In 2011, the National Business Review listed Watson as the 21st richest New Zealander. However, he was removed from the 2019 NBR Rich List.

==Personal==
He attended Xavier College in Christchurch where he enjoyed his schooling. His first job on leaving school was as a butcher's apprentice. He later became a sales and branch manager at Whitcoulls and then a manager for Xerox.

==Businesses==
He left Xerox in 1992 to start the Blue Star Group.

===Hanover===

Watson and business partner Mark Hotchin bought Elders Finance in 1999. Elders, and a number of other finance companies, were brought together to create Hanover Group. In July 2008 the finance companies within Hanover Group froze repayments, suspending acceptance of new deposits.

Hanover paid dividends of NZ$41 million in the 2007 financial year and NZ$45.5 million in the 2008 financial year. The following financial year, NZ$68.5m was contributed to Hanover by entities associated with Watson and Hotchin.

In December 2009 Hanover Group debenture holders, note holders and bond holders voted in favour of swapping their debentures, notes and bonds for shares in Allied Farmers Limited (NZX: ALF). This transaction resulted in ALF assuming the net asset position of the Hanover Group finance companies.

When Hanover collapsed, causing significant losses for many small investors, concerns were raised about Hanover group's true financial position, its solvency when paying dividends, transactions that may have benefited related parties, and the accuracy of asset valuations.

===Cullen Investments===
Watson founded Cullen Investments in 1995 and is currently the executive chairman of the international private investment company. The company has interests in the following sectors; fashion retail, financial services, agriculture, real estate and sports and entertainment. The firm's primary focus is development of its international portfolio, which includes interests in the United States, United Kingdom, Australia and New Zealand.

Through the firm, he owned Bendon Group. First launched in New Zealand, the company launched sales channels in Australia, US, UK, Europe and the UAE. The brand included ranges from Elle Macpherson who helped launch the brand into the UK and Europe, and Stella McCartney.

Through the firm, he bought a 75% stake in the New Zealand Warriors in 2000, which competes in the Australasian National Rugby League (NRL) and is New Zealand's largest and highest-profile privately owned sporting franchise. He later reduced his share to 50% while selling off the other half to New Zealand billionaire Owen Glenn. However, in 2015, he increased his share to 100% becoming the sole-owner of the 'Vodafone Warriors' franchise.

The firm has an international property portfolio, including commercial assets and residential development, predominantly in New Zealand, the US and UK.

The Watson Foundation is a charitable trust established by Cullen Investments to enrich the lives of underprivileged children and young people and assist with their needs, including care, support, protection, health and education.
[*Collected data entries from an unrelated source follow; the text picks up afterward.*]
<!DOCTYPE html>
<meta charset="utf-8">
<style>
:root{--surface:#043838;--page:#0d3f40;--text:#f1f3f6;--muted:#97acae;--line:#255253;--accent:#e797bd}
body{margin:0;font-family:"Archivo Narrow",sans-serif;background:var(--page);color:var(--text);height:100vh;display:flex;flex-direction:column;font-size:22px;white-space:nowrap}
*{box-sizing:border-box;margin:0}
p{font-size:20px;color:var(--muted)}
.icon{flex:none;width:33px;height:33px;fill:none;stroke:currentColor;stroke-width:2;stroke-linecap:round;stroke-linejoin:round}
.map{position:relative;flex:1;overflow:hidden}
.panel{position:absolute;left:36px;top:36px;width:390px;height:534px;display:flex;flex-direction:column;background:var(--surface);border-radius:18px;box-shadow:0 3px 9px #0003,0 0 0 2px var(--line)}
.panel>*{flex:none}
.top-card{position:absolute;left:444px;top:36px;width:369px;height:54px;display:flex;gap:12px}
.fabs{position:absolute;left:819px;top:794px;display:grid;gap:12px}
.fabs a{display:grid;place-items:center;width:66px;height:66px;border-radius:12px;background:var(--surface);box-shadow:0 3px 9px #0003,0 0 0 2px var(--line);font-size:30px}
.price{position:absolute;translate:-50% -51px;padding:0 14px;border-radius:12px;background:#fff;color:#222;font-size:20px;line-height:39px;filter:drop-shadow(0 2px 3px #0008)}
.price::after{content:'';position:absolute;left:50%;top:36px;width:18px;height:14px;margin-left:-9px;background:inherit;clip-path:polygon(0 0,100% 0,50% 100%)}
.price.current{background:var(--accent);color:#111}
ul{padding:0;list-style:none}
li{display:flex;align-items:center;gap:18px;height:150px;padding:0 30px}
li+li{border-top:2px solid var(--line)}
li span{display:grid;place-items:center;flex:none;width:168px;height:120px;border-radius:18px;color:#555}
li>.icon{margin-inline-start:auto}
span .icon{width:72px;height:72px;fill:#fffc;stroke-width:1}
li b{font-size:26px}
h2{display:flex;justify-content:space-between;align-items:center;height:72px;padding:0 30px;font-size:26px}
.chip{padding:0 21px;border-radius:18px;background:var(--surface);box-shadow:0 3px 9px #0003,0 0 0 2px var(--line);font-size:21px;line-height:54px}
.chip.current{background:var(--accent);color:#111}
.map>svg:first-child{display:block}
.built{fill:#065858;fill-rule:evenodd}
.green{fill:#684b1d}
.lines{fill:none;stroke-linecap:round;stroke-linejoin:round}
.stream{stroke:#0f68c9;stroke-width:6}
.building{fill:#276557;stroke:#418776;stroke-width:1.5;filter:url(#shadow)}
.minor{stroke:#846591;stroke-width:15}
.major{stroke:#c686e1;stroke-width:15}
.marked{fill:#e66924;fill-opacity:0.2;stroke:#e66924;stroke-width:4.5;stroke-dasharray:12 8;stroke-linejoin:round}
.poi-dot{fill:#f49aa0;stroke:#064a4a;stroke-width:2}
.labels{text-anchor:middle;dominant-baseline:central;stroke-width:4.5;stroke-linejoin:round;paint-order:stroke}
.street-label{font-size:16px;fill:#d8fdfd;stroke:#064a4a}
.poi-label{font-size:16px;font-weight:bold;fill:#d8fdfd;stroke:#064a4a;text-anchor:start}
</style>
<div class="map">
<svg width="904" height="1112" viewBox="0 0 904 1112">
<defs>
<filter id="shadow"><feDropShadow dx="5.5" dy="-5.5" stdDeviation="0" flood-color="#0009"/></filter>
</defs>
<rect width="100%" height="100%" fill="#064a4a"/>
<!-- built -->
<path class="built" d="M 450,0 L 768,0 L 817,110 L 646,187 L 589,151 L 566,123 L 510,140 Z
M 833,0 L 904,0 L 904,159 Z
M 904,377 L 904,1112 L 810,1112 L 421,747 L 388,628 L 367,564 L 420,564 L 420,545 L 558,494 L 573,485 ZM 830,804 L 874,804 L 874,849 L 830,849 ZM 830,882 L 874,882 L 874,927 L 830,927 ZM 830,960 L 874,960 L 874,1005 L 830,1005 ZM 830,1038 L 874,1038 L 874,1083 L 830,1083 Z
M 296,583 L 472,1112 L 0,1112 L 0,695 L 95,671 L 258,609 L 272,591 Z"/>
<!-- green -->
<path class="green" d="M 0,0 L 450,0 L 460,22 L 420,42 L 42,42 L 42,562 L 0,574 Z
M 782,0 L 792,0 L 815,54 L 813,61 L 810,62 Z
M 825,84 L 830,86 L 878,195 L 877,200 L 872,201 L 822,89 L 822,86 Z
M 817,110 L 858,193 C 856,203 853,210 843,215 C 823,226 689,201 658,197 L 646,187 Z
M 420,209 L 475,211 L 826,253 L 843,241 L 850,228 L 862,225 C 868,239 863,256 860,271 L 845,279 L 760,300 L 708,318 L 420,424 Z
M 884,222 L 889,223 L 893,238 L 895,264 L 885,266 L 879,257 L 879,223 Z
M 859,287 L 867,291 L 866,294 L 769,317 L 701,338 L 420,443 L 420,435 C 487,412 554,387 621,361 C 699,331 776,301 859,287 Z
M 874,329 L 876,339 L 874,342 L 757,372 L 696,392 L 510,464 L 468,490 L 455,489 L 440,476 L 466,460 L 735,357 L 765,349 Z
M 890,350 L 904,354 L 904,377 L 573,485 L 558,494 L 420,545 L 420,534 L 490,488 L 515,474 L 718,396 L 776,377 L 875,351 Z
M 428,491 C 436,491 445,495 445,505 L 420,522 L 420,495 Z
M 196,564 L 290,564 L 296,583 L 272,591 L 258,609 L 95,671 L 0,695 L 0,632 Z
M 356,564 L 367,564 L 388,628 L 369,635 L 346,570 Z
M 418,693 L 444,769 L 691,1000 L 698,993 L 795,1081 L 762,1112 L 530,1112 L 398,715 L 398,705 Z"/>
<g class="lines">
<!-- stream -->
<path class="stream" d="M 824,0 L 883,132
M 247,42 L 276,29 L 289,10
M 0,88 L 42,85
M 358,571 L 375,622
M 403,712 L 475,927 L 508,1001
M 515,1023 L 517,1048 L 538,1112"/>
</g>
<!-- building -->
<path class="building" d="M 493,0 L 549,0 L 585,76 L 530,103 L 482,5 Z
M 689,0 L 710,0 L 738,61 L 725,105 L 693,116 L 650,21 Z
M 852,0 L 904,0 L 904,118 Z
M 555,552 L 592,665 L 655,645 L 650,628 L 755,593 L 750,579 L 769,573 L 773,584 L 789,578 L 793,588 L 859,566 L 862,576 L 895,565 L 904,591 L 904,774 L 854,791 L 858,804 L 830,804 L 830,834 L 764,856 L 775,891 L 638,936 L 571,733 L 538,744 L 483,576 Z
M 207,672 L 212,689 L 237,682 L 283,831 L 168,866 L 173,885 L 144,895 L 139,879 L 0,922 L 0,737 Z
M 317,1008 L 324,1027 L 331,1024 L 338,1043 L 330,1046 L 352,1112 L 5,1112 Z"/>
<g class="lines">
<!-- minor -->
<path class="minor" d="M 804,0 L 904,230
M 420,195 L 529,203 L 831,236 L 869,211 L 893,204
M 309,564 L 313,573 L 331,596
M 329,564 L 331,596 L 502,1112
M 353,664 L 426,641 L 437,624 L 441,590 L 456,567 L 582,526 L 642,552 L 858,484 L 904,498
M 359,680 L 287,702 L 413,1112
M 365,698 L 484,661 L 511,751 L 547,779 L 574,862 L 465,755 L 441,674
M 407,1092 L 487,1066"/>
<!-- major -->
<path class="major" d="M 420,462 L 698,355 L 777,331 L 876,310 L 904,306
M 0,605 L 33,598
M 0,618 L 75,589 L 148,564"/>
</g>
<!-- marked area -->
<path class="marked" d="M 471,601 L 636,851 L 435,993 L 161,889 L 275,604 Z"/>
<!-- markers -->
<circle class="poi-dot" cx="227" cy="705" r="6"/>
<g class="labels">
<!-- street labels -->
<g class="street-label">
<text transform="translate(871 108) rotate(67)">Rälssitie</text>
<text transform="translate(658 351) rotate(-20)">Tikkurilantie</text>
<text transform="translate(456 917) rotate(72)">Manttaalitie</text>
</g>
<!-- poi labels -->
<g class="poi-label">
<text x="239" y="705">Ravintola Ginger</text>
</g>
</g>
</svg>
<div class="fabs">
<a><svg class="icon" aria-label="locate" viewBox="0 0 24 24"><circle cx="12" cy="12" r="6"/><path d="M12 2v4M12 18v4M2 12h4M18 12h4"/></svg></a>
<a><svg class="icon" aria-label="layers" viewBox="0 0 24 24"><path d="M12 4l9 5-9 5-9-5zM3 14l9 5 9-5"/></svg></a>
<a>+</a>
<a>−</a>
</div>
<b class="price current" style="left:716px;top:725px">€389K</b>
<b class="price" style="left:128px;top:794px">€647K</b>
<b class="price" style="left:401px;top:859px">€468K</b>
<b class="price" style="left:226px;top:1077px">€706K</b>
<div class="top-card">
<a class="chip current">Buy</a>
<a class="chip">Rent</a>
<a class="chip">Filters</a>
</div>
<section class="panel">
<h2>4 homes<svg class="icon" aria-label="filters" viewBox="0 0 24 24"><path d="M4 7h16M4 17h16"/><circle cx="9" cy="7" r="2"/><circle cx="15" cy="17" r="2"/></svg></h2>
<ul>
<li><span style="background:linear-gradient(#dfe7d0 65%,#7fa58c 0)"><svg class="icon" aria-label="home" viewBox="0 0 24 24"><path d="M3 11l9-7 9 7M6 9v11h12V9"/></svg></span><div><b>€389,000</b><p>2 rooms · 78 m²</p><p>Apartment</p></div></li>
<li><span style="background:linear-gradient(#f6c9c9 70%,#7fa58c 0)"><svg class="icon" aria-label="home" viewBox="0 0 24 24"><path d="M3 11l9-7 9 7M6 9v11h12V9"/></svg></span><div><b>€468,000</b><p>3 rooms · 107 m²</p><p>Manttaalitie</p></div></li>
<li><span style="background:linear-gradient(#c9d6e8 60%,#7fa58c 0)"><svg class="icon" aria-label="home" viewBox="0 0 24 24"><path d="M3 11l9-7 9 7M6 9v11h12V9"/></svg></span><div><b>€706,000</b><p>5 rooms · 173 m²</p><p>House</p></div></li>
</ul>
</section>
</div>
The foundation sponsored till about 2011 charities such as The First Tee of New Zealand.

Cullen Investments and many associated NZ companies were placed into liquidation in late 2019 early 2020.

Watson is involved in a long-running legal dispute with Glenn. In connection with this case, in October 2020 Watson was sentenced to four months prison for contempt of court. Liquidators were seeking $57 million from Eric Watson in 2023. In July 2023, the liquidators instructed their solicitors to start bankruptcy proceedings against Eric Watson.

===Watson Bloodstock===

Watson Bloodstock had interests in a number of race horses, including winners of Group races such as:

- Little Jamie, winner of the 2000 Manawatu Sires Produce Stakes.
- Maguire, winner of the 2002 Auckland Cup.

=== Long Island Iced Tea Corp ===
The U.S. Securities and Exchange Commission in July 2021 charged Eric Watson and two others with insider trading in relation to Long Island Iced Tea Corp's announcement in December 2017 that it would change its name to Long Blockchain Corp. This change also reflected a change in its focus to blockchain from iced tea and lemonade. As a result its shares soared by nearly 400%.

==Marriage==
He has one child, Sam Watson, from a relationship before his marriage to Nicky Watson. He was previously married to Nicola Watson, a model now known as Nicola Robinson. He has three young sons by his Swedish partner, model Lisa Henrekson.